### Instructions for the task
Pull every line containing "dead" from the data.

Extracted records
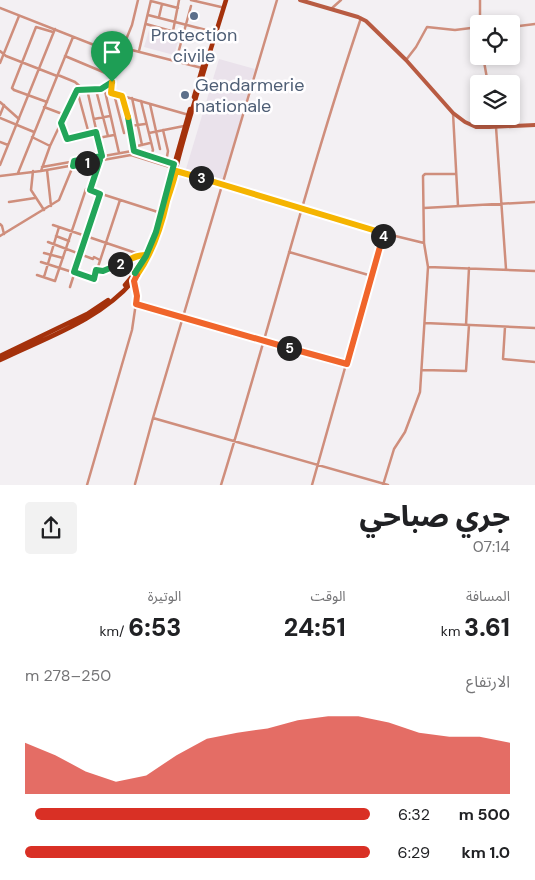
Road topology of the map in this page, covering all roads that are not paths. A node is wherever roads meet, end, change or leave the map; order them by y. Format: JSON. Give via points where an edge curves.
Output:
{"nodes":[{"id":1,"x":138,"y":0,"type":"edge"},
{"id":2,"x":179,"y":0,"type":"edge"},
{"id":3,"x":191,"y":0,"type":"edge"},
{"id":4,"x":225,"y":0,"type":"edge"},
{"id":5,"x":277,"y":0,"type":"edge"},
{"id":6,"x":300,"y":0,"type":"edge"},
{"id":7,"x":341,"y":0,"type":"edge"},
{"id":8,"x":480,"y":0,"type":"edge"},
{"id":9,"x":151,"y":1,"type":"edge"},
{"id":10,"x":162,"y":4,"type":"junction"},
{"id":11,"x":191,"y":6,"type":"dead end"},
{"id":12,"x":221,"y":7,"type":"junction"},
{"id":13,"x":178,"y":8,"type":"junction"},
{"id":14,"x":0,"y":9,"type":"edge"},
{"id":15,"x":331,"y":9,"type":"junction"},
{"id":16,"x":148,"y":14,"type":"junction"},
{"id":17,"x":480,"y":15,"type":"edge"},
{"id":18,"x":19,"y":16,"type":"junction"},
{"id":19,"x":159,"y":18,"type":"junction"},
{"id":20,"x":360,"y":18,"type":"junction"},
{"id":21,"x":174,"y":22,"type":"junction"},
{"id":22,"x":146,"y":24,"type":"junction"},
{"id":23,"x":535,"y":24,"type":"edge"},
{"id":24,"x":185,"y":25,"type":"junction"},
{"id":25,"x":520,"y":26,"type":"edge"},
{"id":26,"x":470,"y":29,"type":"edge"},
{"id":27,"x":54,"y":31,"type":"junction"},
{"id":28,"x":173,"y":31,"type":"junction"},
{"id":29,"x":214,"y":32,"type":"junction"},
{"id":30,"x":182,"y":34,"type":"junction"},
{"id":31,"x":74,"y":37,"type":"junction"},
{"id":32,"x":124,"y":48,"type":"junction"},
{"id":33,"x":0,"y":51,"type":"edge"},
{"id":34,"x":139,"y":51,"type":"junction"},
{"id":35,"x":4,"y":54,"type":"junction"},
{"id":36,"x":65,"y":56,"type":"junction"},
{"id":37,"x":122,"y":56,"type":"junction"},
{"id":38,"x":406,"y":60,"type":"junction"},
{"id":39,"x":176,"y":61,"type":"junction"},
{"id":40,"x":0,"y":63,"type":"edge"},
{"id":41,"x":22,"y":63,"type":"junction"},
{"id":42,"x":202,"y":68,"type":"junction"},
{"id":43,"x":39,"y":70,"type":"junction"},
{"id":44,"x":58,"y":76,"type":"junction"},
{"id":45,"x":115,"y":77,"type":"junction"},
{"id":46,"x":112,"y":82,"type":"junction"},
{"id":47,"x":85,"y":89,"type":"junction"},
{"id":48,"x":101,"y":89,"type":"junction"},
{"id":49,"x":77,"y":90,"type":"junction"},
{"id":50,"x":96,"y":90,"type":"junction"},
{"id":51,"x":105,"y":91,"type":"junction"},
{"id":52,"x":113,"y":93,"type":"junction"},
{"id":53,"x":29,"y":95,"type":"junction"},
{"id":54,"x":122,"y":96,"type":"junction"},
{"id":55,"x":132,"y":98,"type":"junction"},
{"id":56,"x":140,"y":101,"type":"junction"},
{"id":57,"x":0,"y":102,"type":"edge"},
{"id":58,"x":46,"y":102,"type":"junction"},
{"id":59,"x":150,"y":104,"type":"junction"},
{"id":60,"x":4,"y":105,"type":"junction"},
{"id":61,"x":44,"y":107,"type":"junction"},
{"id":62,"x":453,"y":113,"type":"junction"},
{"id":63,"x":65,"y":115,"type":"junction"},
{"id":64,"x":188,"y":115,"type":"junction"},
{"id":65,"x":0,"y":116,"type":"edge"},
{"id":66,"x":110,"y":116,"type":"junction"},
{"id":67,"x":103,"y":118,"type":"junction"},
{"id":68,"x":19,"y":119,"type":"junction"},
{"id":69,"x":94,"y":119,"type":"junction"},
{"id":70,"x":61,"y":123,"type":"junction"},
{"id":71,"x":146,"y":124,"type":"junction"},
{"id":72,"x":17,"y":125,"type":"junction"},
{"id":73,"x":138,"y":125,"type":"junction"},
{"id":74,"x":535,"y":125,"type":"edge"},
{"id":75,"x":130,"y":126,"type":"junction"},
{"id":76,"x":185,"y":126,"type":"junction"},
{"id":77,"x":488,"y":127,"type":"joint"},
{"id":78,"x":496,"y":127,"type":"junction"},
{"id":79,"x":163,"y":130,"type":"junction"},
{"id":80,"x":156,"y":131,"type":"junction"},
{"id":81,"x":34,"y":132,"type":"junction"},
{"id":82,"x":96,"y":132,"type":"junction"},
{"id":83,"x":124,"y":133,"type":"dead end"},
{"id":84,"x":149,"y":133,"type":"junction"},
{"id":85,"x":88,"y":134,"type":"junction"},
{"id":86,"x":114,"y":135,"type":"junction"},
{"id":87,"x":108,"y":136,"type":"junction"},
{"id":88,"x":32,"y":137,"type":"junction"},
{"id":89,"x":98,"y":138,"type":"junction"},
{"id":90,"x":0,"y":142,"type":"edge"},
{"id":91,"x":150,"y":142,"type":"junction"},
{"id":92,"x":142,"y":144,"type":"junction"},
{"id":93,"x":8,"y":145,"type":"junction"},
{"id":94,"x":50,"y":146,"type":"junction"},
{"id":95,"x":133,"y":147,"type":"junction"},
{"id":96,"x":160,"y":149,"type":"dead end"},
{"id":97,"x":134,"y":151,"type":"junction"},
{"id":98,"x":118,"y":153,"type":"junction"},
{"id":99,"x":102,"y":156,"type":"junction"},
{"id":100,"x":150,"y":156,"type":"junction"},
{"id":101,"x":100,"y":160,"type":"junction"},
{"id":102,"x":166,"y":162,"type":"junction"},
{"id":103,"x":74,"y":163,"type":"junction"},
{"id":104,"x":0,"y":165,"type":"edge"},
{"id":105,"x":174,"y":167,"type":"junction"},
{"id":106,"x":41,"y":170,"type":"junction"},
{"id":107,"x":47,"y":170,"type":"junction"},
{"id":108,"x":33,"y":171,"type":"junction"},
{"id":109,"x":18,"y":173,"type":"junction"},
{"id":110,"x":456,"y":174,"type":"junction"},
{"id":111,"x":0,"y":176,"type":"edge"},
{"id":112,"x":223,"y":184,"type":"junction"},
{"id":113,"x":90,"y":190,"type":"junction"},
{"id":114,"x":100,"y":194,"type":"junction"},
{"id":115,"x":35,"y":198,"type":"junction"},
{"id":116,"x":120,"y":200,"type":"junction"},
{"id":117,"x":9,"y":202,"type":"dead end"},
{"id":118,"x":535,"y":202,"type":"edge"},
{"id":119,"x":503,"y":205,"type":"junction"},
{"id":120,"x":51,"y":206,"type":"junction"},
{"id":121,"x":458,"y":206,"type":"junction"},
{"id":122,"x":301,"y":208,"type":"junction"},
{"id":123,"x":424,"y":208,"type":"junction"},
{"id":124,"x":44,"y":210,"type":"junction"},
{"id":125,"x":161,"y":213,"type":"junction"},
{"id":126,"x":0,"y":224,"type":"edge"},
{"id":127,"x":53,"y":226,"type":"dead end"},
{"id":128,"x":59,"y":227,"type":"junction"},
{"id":129,"x":72,"y":232,"type":"junction"},
{"id":130,"x":383,"y":233,"type":"junction"},
{"id":131,"x":4,"y":234,"type":"junction"},
{"id":132,"x":0,"y":236,"type":"edge"},
{"id":133,"x":56,"y":236,"type":"junction"},
{"id":134,"x":86,"y":237,"type":"junction"},
{"id":135,"x":69,"y":241,"type":"junction"},
{"id":136,"x":48,"y":242,"type":"dead end"},
{"id":137,"x":106,"y":243,"type":"junction"},
{"id":138,"x":424,"y":243,"type":"junction"},
{"id":139,"x":54,"y":244,"type":"junction"},
{"id":140,"x":66,"y":249,"type":"junction"},
{"id":141,"x":289,"y":252,"type":"junction"},
{"id":142,"x":44,"y":253,"type":"dead end"},
{"id":143,"x":51,"y":254,"type":"junction"},
{"id":144,"x":81,"y":254,"type":"junction"},
{"id":145,"x":139,"y":254,"type":"junction"},
{"id":146,"x":147,"y":255,"type":"junction"},
{"id":147,"x":63,"y":258,"type":"junction"},
{"id":148,"x":100,"y":260,"type":"junction"},
{"id":149,"x":41,"y":262,"type":"dead end"},
{"id":150,"x":48,"y":264,"type":"junction"},
{"id":151,"x":428,"y":267,"type":"junction"},
{"id":152,"x":60,"y":268,"type":"junction"},
{"id":153,"x":469,"y":268,"type":"junction"},
{"id":154,"x":506,"y":269,"type":"junction"},
{"id":155,"x":96,"y":270,"type":"junction"},
{"id":156,"x":535,"y":271,"type":"edge"},
{"id":157,"x":74,"y":272,"type":"junction"},
{"id":158,"x":136,"y":274,"type":"junction"},
{"id":159,"x":36,"y":275,"type":"dead end"},
{"id":160,"x":372,"y":276,"type":"junction"},
{"id":161,"x":44,"y":277,"type":"junction"},
{"id":162,"x":134,"y":281,"type":"junction"},
{"id":163,"x":70,"y":287,"type":"dead end"},
{"id":164,"x":136,"y":304,"type":"junction"},
{"id":165,"x":87,"y":315,"type":"junction"},
{"id":166,"x":184,"y":317,"type":"junction"},
{"id":167,"x":425,"y":323,"type":"junction"},
{"id":168,"x":468,"y":325,"type":"junction"},
{"id":169,"x":505,"y":327,"type":"junction"},
{"id":170,"x":535,"y":328,"type":"edge"},
{"id":171,"x":264,"y":341,"type":"junction"},
{"id":172,"x":0,"y":358,"type":"edge"},
{"id":173,"x":535,"y":362,"type":"edge"},
{"id":174,"x":347,"y":364,"type":"junction"},
{"id":175,"x":422,"y":370,"type":"junction"},
{"id":176,"x":152,"y":418,"type":"junction"},
{"id":177,"x":234,"y":440,"type":"junction"},
{"id":178,"x":318,"y":465,"type":"junction"},
{"id":179,"x":135,"y":484,"type":"edge"},
{"id":180,"x":383,"y":484,"type":"edge"},
{"id":181,"x":87,"y":485,"type":"edge"},
{"id":182,"x":221,"y":485,"type":"edge"},
{"id":183,"x":312,"y":485,"type":"edge"},
{"id":184,"x":388,"y":485,"type":"edge"}],
"edges":[{"from":1,"to":32,"type":"street"},
{"from":2,"to":13,"type":"street"},
{"from":3,"to":12,"type":"street"},
{"from":4,"to":12,"type":"main road"},
{"from":4,"to":105,"type":"main road"},
{"from":5,"to":112,"type":"street"},
{"from":6,"to":15,"type":"street"},
{"from":7,"to":15,"type":"street"},
{"from":8,"to":17,"type":"street"},
{"from":9,"to":10,"type":"street"},
{"from":9,"to":16,"type":"street"},
{"from":10,"to":13,"type":"street"},
{"from":10,"to":19,"type":"street"},
{"from":11,"to":24,"type":"street"},
{"from":12,"to":29,"type":"main road"},
{"from":13,"to":21,"type":"street"},
{"from":14,"to":18,"type":"street"},
{"from":15,"to":20,"type":"street"},
{"from":16,"to":19,"type":"street"},
{"from":16,"to":22,"type":"street"},
{"from":18,"to":27,"type":"street"},
{"from":18,"to":35,"type":"street"},
{"from":19,"to":21,"type":"street"},
{"from":20,"to":38,"type":"street","via":[[376,29]]},
{"from":20,"to":122,"type":"street"},
{"from":21,"to":24,"type":"street"},
{"from":21,"to":28,"type":"street"},
{"from":22,"to":28,"type":"street"},
{"from":22,"to":34,"type":"street"},
{"from":23,"to":25,"type":"street"},
{"from":24,"to":29,"type":"street"},
{"from":24,"to":30,"type":"street"},
{"from":26,"to":38,"type":"street","via":[[427,27]]},
{"from":27,"to":31,"type":"street"},
{"from":27,"to":41,"type":"street","via":[[36,27]]},
{"from":27,"to":43,"type":"street"},
{"from":28,"to":30,"type":"street"},
{"from":29,"to":42,"type":"main road"},
{"from":30,"to":39,"type":"street"},
{"from":31,"to":36,"type":"street"},
{"from":31,"to":37,"type":"street"},
{"from":32,"to":34,"type":"street"},
{"from":32,"to":37,"type":"street"},
{"from":33,"to":35,"type":"street"},
{"from":34,"to":39,"type":"street"},
{"from":35,"to":40,"type":"street"},
{"from":35,"to":41,"type":"street"},
{"from":36,"to":44,"type":"street"},
{"from":36,"to":45,"type":"street"},
{"from":37,"to":45,"type":"street"},
{"from":38,"to":62,"type":"street"},
{"from":39,"to":42,"type":"street"},
{"from":41,"to":43,"type":"street"},
{"from":41,"to":53,"type":"street","via":[[12,88]]},
{"from":42,"to":64,"type":"main road"},
{"from":43,"to":44,"type":"street"},
{"from":43,"to":53,"type":"street"},
{"from":44,"to":47,"type":"street"},
{"from":44,"to":58,"type":"street"},
{"from":45,"to":46,"type":"street"},
{"from":46,"to":48,"type":"street"},
{"from":46,"to":52,"type":"street"},
{"from":47,"to":49,"type":"street"},
{"from":47,"to":50,"type":"street"},
{"from":47,"to":69,"type":"street"},
{"from":48,"to":50,"type":"street"},
{"from":48,"to":51,"type":"street"},
{"from":49,"to":63,"type":"street"},
{"from":49,"to":85,"type":"street"},
{"from":50,"to":67,"type":"street"},
{"from":51,"to":52,"type":"street"},
{"from":51,"to":66,"type":"street"},
{"from":52,"to":54,"type":"street"},
{"from":52,"to":83,"type":"street"},
{"from":53,"to":58,"type":"street"},
{"from":53,"to":68,"type":"street"},
{"from":54,"to":55,"type":"street"},
{"from":54,"to":75,"type":"street"},
{"from":55,"to":56,"type":"street"},
{"from":55,"to":73,"type":"street"},
{"from":56,"to":59,"type":"street"},
{"from":56,"to":71,"type":"street"},
{"from":57,"to":60,"type":"street"},
{"from":58,"to":61,"type":"street"},
{"from":59,"to":64,"type":"street"},
{"from":59,"to":80,"type":"street"},
{"from":60,"to":65,"type":"street"},
{"from":60,"to":68,"type":"street"},
{"from":61,"to":63,"type":"street"},
{"from":61,"to":81,"type":"street"},
{"from":62,"to":77,"type":"street","via":[[465,122]]},
{"from":62,"to":110,"type":"street"},
{"from":63,"to":70,"type":"street"},
{"from":64,"to":76,"type":"main road"},
{"from":65,"to":72,"type":"street"},
{"from":66,"to":67,"type":"street"},
{"from":66,"to":86,"type":"street"},
{"from":67,"to":69,"type":"street"},
{"from":67,"to":87,"type":"street"},
{"from":68,"to":72,"type":"street"},
{"from":69,"to":82,"type":"street"},
{"from":70,"to":85,"type":"street","via":[[67,139]]},
{"from":70,"to":94,"type":"street"},
{"from":71,"to":73,"type":"street"},
{"from":71,"to":84,"type":"street"},
{"from":72,"to":81,"type":"street"},
{"from":72,"to":93,"type":"street"},
{"from":73,"to":75,"type":"street"},
{"from":73,"to":92,"type":"street"},
{"from":74,"to":78,"type":"street"},
{"from":75,"to":95,"type":"street"},
{"from":76,"to":79,"type":"street"},
{"from":76,"to":105,"type":"main road"},
{"from":77,"to":78,"type":"street"},
{"from":78,"to":119,"type":"street"},
{"from":79,"to":80,"type":"street"},
{"from":79,"to":102,"type":"street","via":[[168,151]]},
{"from":80,"to":84,"type":"street"},
{"from":80,"to":96,"type":"street"},
{"from":81,"to":88,"type":"street"},
{"from":82,"to":85,"type":"street"},
{"from":82,"to":89,"type":"street"},
{"from":84,"to":91,"type":"street"},
{"from":86,"to":87,"type":"street"},
{"from":86,"to":98,"type":"street"},
{"from":87,"to":89,"type":"street"},
{"from":88,"to":94,"type":"street"},
{"from":88,"to":109,"type":"street"},
{"from":89,"to":99,"type":"street"},
{"from":90,"to":93,"type":"street"},
{"from":91,"to":92,"type":"street"},
{"from":91,"to":100,"type":"street","via":[[153,150]]},
{"from":92,"to":95,"type":"street"},
{"from":93,"to":104,"type":"street"},
{"from":94,"to":106,"type":"street"},
{"from":95,"to":97,"type":"street"},
{"from":97,"to":98,"type":"street"},
{"from":97,"to":100,"type":"street"},
{"from":98,"to":99,"type":"street"},
{"from":99,"to":103,"type":"street"},
{"from":100,"to":102,"type":"street"},
{"from":101,"to":103,"type":"street"},
{"from":101,"to":105,"type":"street","via":[[131,154]]},
{"from":101,"to":113,"type":"street"},
{"from":102,"to":105,"type":"street"},
{"from":103,"to":106,"type":"street"},
{"from":103,"to":107,"type":"street"},
{"from":103,"to":120,"type":"street","via":[[61,197]]},
{"from":105,"to":112,"type":"street"},
{"from":105,"to":125,"type":"main road"},
{"from":105,"to":158,"type":"main road","via":[[156,243]]},
{"from":106,"to":107,"type":"street"},
{"from":106,"to":108,"type":"street"},
{"from":107,"to":120,"type":"street"},
{"from":108,"to":109,"type":"street"},
{"from":108,"to":115,"type":"street","via":[[30,184]]},
{"from":109,"to":111,"type":"street"},
{"from":110,"to":121,"type":"street"},
{"from":110,"to":123,"type":"street","via":[[424,175]]},
{"from":112,"to":122,"type":"street"},
{"from":112,"to":166,"type":"street"},
{"from":113,"to":114,"type":"street"},
{"from":113,"to":129,"type":"street","via":[[86,189]]},
{"from":114,"to":116,"type":"street"},
{"from":114,"to":134,"type":"street"},
{"from":115,"to":117,"type":"street"},
{"from":115,"to":124,"type":"street"},
{"from":116,"to":125,"type":"street"},
{"from":116,"to":137,"type":"street"},
{"from":118,"to":119,"type":"street"},
{"from":119,"to":121,"type":"street"},
{"from":119,"to":154,"type":"street"},
{"from":120,"to":124,"type":"street"},
{"from":121,"to":123,"type":"street"},
{"from":122,"to":130,"type":"street"},
{"from":122,"to":141,"type":"street"},
{"from":123,"to":138,"type":"street"},
{"from":124,"to":131,"type":"street"},
{"from":125,"to":146,"type":"main road"},
{"from":126,"to":131,"type":"street"},
{"from":127,"to":128,"type":"street"},
{"from":128,"to":129,"type":"street"},
{"from":128,"to":133,"type":"street"},
{"from":129,"to":134,"type":"street"},
{"from":129,"to":135,"type":"street"},
{"from":130,"to":138,"type":"street"},
{"from":130,"to":160,"type":"street"},
{"from":131,"to":132,"type":"street"},
{"from":133,"to":135,"type":"street"},
{"from":133,"to":139,"type":"street"},
{"from":134,"to":137,"type":"street"},
{"from":134,"to":144,"type":"street"},
{"from":135,"to":140,"type":"street"},
{"from":136,"to":139,"type":"street"},
{"from":137,"to":145,"type":"street"},
{"from":137,"to":148,"type":"street"},
{"from":138,"to":151,"type":"street"},
{"from":139,"to":140,"type":"street"},
{"from":139,"to":143,"type":"street"},
{"from":140,"to":144,"type":"street"},
{"from":140,"to":147,"type":"street"},
{"from":141,"to":160,"type":"street"},
{"from":141,"to":171,"type":"street"},
{"from":142,"to":143,"type":"street"},
{"from":143,"to":147,"type":"street"},
{"from":143,"to":150,"type":"street"},
{"from":144,"to":148,"type":"street"},
{"from":144,"to":157,"type":"street"},
{"from":145,"to":146,"type":"street"},
{"from":145,"to":155,"type":"street","via":[[103,271]]},
{"from":146,"to":158,"type":"main road"},
{"from":147,"to":152,"type":"street"},
{"from":148,"to":155,"type":"street"},
{"from":149,"to":150,"type":"street"},
{"from":150,"to":152,"type":"street"},
{"from":150,"to":161,"type":"street"},
{"from":151,"to":153,"type":"street"},
{"from":151,"to":167,"type":"street"},
{"from":152,"to":157,"type":"street"},
{"from":152,"to":161,"type":"street","via":[[55,281]]},
{"from":153,"to":154,"type":"street"},
{"from":153,"to":168,"type":"street"},
{"from":154,"to":156,"type":"street"},
{"from":155,"to":157,"type":"street","via":[[94,279]]},
{"from":157,"to":163,"type":"street"},
{"from":158,"to":162,"type":"main road"},
{"from":158,"to":165,"type":"main road"},
{"from":159,"to":161,"type":"street"},
{"from":160,"to":174,"type":"street"},
{"from":162,"to":164,"type":"street"},
{"from":162,"to":165,"type":"main road","via":[[111,302]]},
{"from":164,"to":166,"type":"street"},
{"from":164,"to":181,"type":"street","via":[[132,330]]},
{"from":165,"to":172,"type":"main road"},
{"from":166,"to":171,"type":"street"},
{"from":166,"to":176,"type":"street"},
{"from":167,"to":168,"type":"street"},
{"from":167,"to":175,"type":"street"},
{"from":168,"to":169,"type":"street"},
{"from":168,"to":175,"type":"street","via":[[466,371]]},
{"from":169,"to":170,"type":"street"},
{"from":169,"to":173,"type":"street","via":[[503,358]]},
{"from":171,"to":174,"type":"street"},
{"from":171,"to":177,"type":"street"},
{"from":174,"to":178,"type":"street"},
{"from":175,"to":180,"type":"street","via":[[420,392],[405,432],[394,449]]},
{"from":176,"to":177,"type":"street"},
{"from":176,"to":179,"type":"street"},
{"from":177,"to":178,"type":"street"},
{"from":177,"to":182,"type":"street"},
{"from":178,"to":180,"type":"street"},
{"from":178,"to":183,"type":"street"},
{"from":180,"to":184,"type":"street"}]}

### Exercise response
{"id":11,"x":191,"y":6,"type":"dead end"},
{"id":83,"x":124,"y":133,"type":"dead end"},
{"id":96,"x":160,"y":149,"type":"dead end"},
{"id":117,"x":9,"y":202,"type":"dead end"},
{"id":127,"x":53,"y":226,"type":"dead end"},
{"id":136,"x":48,"y":242,"type":"dead end"},
{"id":142,"x":44,"y":253,"type":"dead end"},
{"id":149,"x":41,"y":262,"type":"dead end"},
{"id":159,"x":36,"y":275,"type":"dead end"},
{"id":163,"x":70,"y":287,"type":"dead end"},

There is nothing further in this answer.